22 Ocak 2011 Cumartesi

NE UMDUK NE BULDUK


Yirmili yaşlarımın başında sevgili arkadaşım Tülay ile çalıştığımız şirkette öğlen paydoslarında evlilikle ilgili hayaller kurardık. 
Tülay güzel bir kızdı ve çok güzel giyinirdi. Makyajsız dolaşmaz, süslü takılar takar, uzun ojeli tırnakları ile kadın erkek herkesin dikkatini çekerdi.
Bense onun tam zıttı makyaj yapmaz, takı takmaz, sade renkleri tercih ederdim. O sigara içer ben içmezdim. O flörtü sever ben cesaret edemezdim.
Ama nasıl oluyorsa birbirimizle çok iyi anlaşırdık. Sadece iş günleri değil hafta sonları da mutlaka görüşürdük.
Bazı hafta sonları  İstanbul'a akrabalarına giderdi. Bense köye akrabalarıma.
İkimizde çok okurduk ama benim okuma sevgim her şeyin üstündeydi.
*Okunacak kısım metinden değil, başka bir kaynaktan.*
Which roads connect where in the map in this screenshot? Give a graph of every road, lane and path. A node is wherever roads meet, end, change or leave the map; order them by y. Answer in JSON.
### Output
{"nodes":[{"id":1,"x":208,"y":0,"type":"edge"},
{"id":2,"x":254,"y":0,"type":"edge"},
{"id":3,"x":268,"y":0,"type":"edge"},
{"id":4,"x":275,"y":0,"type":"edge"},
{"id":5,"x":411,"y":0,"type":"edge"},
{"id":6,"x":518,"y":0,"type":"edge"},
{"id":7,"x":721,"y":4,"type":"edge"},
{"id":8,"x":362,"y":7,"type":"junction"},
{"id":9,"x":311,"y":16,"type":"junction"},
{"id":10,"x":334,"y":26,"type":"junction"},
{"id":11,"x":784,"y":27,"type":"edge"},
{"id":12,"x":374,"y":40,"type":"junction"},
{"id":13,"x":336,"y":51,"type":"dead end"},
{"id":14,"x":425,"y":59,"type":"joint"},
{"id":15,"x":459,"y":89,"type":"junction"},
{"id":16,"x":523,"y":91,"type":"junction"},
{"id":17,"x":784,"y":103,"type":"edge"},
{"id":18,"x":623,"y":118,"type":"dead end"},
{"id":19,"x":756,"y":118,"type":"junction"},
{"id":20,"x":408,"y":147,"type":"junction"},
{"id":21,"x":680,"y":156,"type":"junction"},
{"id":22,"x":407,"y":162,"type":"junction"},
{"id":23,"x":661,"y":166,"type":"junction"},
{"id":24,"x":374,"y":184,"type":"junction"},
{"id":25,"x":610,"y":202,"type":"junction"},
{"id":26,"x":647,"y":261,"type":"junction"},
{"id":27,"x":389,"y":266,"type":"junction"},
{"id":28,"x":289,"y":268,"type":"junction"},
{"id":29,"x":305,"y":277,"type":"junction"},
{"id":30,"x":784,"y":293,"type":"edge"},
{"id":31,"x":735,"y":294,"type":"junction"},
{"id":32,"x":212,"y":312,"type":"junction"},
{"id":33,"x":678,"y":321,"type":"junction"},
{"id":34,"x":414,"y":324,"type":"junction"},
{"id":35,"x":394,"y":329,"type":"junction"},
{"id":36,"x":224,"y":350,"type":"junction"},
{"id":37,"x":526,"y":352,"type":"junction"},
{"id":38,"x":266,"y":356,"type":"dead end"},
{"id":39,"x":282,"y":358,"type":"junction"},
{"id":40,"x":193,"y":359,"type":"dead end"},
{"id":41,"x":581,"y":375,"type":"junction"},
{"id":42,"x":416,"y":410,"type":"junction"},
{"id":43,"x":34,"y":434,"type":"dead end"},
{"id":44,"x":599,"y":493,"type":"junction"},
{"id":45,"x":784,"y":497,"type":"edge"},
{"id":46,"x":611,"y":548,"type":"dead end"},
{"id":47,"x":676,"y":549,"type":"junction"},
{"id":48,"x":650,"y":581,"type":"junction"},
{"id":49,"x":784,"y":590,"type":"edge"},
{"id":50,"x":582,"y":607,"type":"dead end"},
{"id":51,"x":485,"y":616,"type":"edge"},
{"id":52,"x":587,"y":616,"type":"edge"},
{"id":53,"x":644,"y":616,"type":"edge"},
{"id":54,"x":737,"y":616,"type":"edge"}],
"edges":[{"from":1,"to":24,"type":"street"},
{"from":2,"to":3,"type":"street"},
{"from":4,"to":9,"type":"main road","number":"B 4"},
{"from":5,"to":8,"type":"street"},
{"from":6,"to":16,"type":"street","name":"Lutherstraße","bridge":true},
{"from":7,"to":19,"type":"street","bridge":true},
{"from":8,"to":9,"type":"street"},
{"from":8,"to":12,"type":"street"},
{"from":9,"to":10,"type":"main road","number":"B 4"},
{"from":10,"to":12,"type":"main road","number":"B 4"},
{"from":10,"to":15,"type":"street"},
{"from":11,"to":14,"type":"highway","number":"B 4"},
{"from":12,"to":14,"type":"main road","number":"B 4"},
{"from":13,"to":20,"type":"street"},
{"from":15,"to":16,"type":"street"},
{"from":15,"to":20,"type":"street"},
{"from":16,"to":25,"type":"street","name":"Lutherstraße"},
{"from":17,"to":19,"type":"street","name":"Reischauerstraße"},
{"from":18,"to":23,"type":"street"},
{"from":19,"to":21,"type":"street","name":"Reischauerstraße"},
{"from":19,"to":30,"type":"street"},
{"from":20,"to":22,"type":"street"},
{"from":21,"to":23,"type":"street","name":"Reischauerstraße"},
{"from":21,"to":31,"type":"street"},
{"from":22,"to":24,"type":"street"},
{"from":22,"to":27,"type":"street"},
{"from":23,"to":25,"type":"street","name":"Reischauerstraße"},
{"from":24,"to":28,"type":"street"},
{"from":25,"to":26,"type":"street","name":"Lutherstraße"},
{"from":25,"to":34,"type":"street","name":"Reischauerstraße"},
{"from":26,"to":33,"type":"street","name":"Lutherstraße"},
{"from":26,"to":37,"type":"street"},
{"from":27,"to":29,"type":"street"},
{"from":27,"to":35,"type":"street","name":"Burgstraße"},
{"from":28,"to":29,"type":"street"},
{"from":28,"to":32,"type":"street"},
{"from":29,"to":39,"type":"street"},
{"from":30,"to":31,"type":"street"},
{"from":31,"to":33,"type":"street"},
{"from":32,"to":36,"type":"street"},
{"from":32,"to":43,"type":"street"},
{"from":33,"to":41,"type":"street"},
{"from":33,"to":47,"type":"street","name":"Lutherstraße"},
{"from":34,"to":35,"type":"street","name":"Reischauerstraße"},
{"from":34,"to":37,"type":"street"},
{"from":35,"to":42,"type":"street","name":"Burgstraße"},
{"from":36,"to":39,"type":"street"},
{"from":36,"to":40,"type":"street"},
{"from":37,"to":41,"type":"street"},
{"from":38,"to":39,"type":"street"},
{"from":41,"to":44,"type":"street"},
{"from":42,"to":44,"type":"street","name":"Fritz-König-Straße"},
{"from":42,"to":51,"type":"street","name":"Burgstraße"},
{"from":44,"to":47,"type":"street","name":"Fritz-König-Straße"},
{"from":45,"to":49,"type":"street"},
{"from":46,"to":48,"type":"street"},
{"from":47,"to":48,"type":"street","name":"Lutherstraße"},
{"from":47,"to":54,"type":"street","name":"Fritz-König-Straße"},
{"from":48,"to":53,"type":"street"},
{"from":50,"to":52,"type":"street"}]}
Aldığım kitapların haricinde kasabadaki kütüphaneden de yararlanırdım.

Ona yakıştırdığımız hayal İstanbul'da bir iş adamı ile evlenecek, lüks arabalarda gezecek, şaşalı yaşayacaktı. Zaten onun payına başka bir hayal de yakışmazdı.
Benim hayalim biraz daha romantik gibiydi. Yine Sapanca gibi bir kasabada ya da yemyeşil bir vadide önünde kocaman bir verandası olan küçük bir dağ evinde yaşamayı, kitaplarla kaplı büyük bir salonda masa başında roman yazan bir adamı hayal ederdim. Adamın yüzü hep gölgede kalır o hayale bir yüz ekleyemezdim ama yazan ve okuyan biri ile evlenmenin hayalini kurardım.
Kader bize hayallerimizin dışında yollar açtı. 
Ben İstanbul'da yaşayan bir İş adamı ile evlendim, arkadaşımın hayaline yakın   bir yaşantım oldu. Sonra arkadaşım köyde yaşayan tarlası bahçesi olan birini sevdi ve onunla evlendi.
Bizim hayaller yarım kaldı.

Derken..
Aradan uzun yıllar geçti. Yıllar önce bizim hayallerimizi dinleyen melekler nasıl olduysa beni hatırladı.
Şimdi kitaplığıma benim almadığım başka kitaplar eklendi.  Salonumdaki masanın önünde altıncı kitabı için notlar tutan, yazar desem asıl mesleğine haksızlık edeceğim güzel bir adam var.  Varsın vadiye bakan evim de olmayıversin.
..
Bazen kurduğumuz hayaller çocukça gelir, güler geçeriz.
Bazen hayallerimizin gerçekleşmesi için 28 sene bekleriz.


1 yorum:

lalin.askin dedi ki...

Hayal etmek denince aklıma hep çocuklar gelir.En geniş hayal kurma gücüne sahip varlıklardır çocuklar. İşte size bazı çocukların hayalleri ve Tanrı 'dan istekleri:
-Doktor olmak istiyorum. Ama o aklına gelen nedenden değil (Fred).
-Ne olur beni kuş yap. Söz veririm senden uzun süre bişi istemiycem (Lee).
-Bi kere kar yağdırdın okul kapandı. Bi daha yapsana (Guy)

-Sevgili Tanrı, şu andaki eksiklerimi yazıyorum: Yeni bir bisiklet, bir kimya seti, köpek, film makinesi, beyzbol eldiveni. Hepsini gönderemezsen birazı da olur.
Seni seven Eric --5 yaşında-
Not: Noel Baba’nın olmadığını biliyorum.

-Sevgili Tanrı,
Lütfen bana bir midilli gönder. Senden şimdiye kadar hiçbir şey istemedim. Bunu da herhalde unutmazsın.
Bruce --4 yaşında-

-Sevgili Tanrı,
Babam çok aksi. Onu bu huyundan vazgeçirmeni istiyorum. Ama lütfen canını yakma. Sevgilerle.
Martin --5 yaşında-

-Sevgili Tanrı,
Senin yaşına geldiğimde tıpkı senin gibi olmak istiyorum. Tamam mı?